=== DATA ===

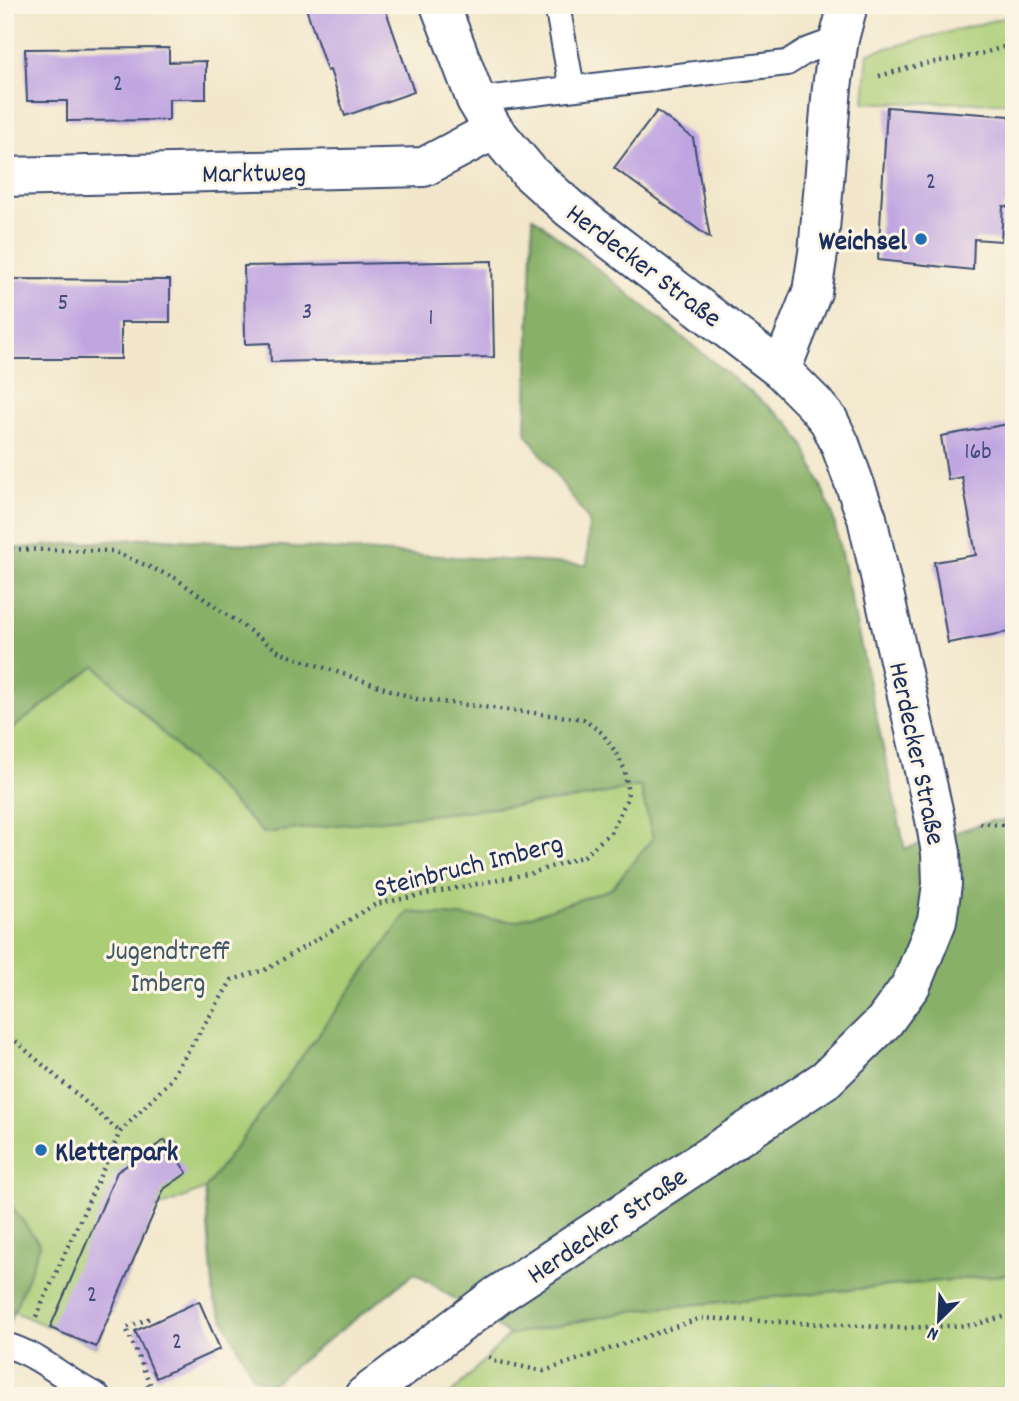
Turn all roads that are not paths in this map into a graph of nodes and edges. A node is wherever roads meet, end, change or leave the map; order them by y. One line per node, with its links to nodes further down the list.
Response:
1 (440, 5): 5 (street, Herdecker Straße)
2 (557, 5): 4 (lane)
3 (844, 22): 4 (lane); 7 (street)
4 (572, 88): 5 (lane)
5 (485, 115): 6 (street, Marktweg); 7 (street, Herdecker Straße)
6 (5, 177)
7 (781, 370): 10 (street, Herdecker Straße)
8 (13, 1347): 9 (lane)
9 (97, 1396)
10 (364, 1396)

===

Copy out the entries above in full and exactly, skipping every picture.

* EXERCISE ANSWER *
Turn all roads that are not paths in this map into a graph of nodes and edges. A node is wherever roads meet, end, change or leave the map; order them by y. One line per node, with its links to nodes further down the list.
Response:
1 (440, 5): 5 (street, Herdecker Straße)
2 (557, 5): 4 (lane)
3 (844, 22): 4 (lane); 7 (street)
4 (572, 88): 5 (lane)
5 (485, 115): 6 (street, Marktweg); 7 (street, Herdecker Straße)
6 (5, 177)
7 (781, 370): 10 (street, Herdecker Straße)
8 (13, 1347): 9 (lane)
9 (97, 1396)
10 (364, 1396)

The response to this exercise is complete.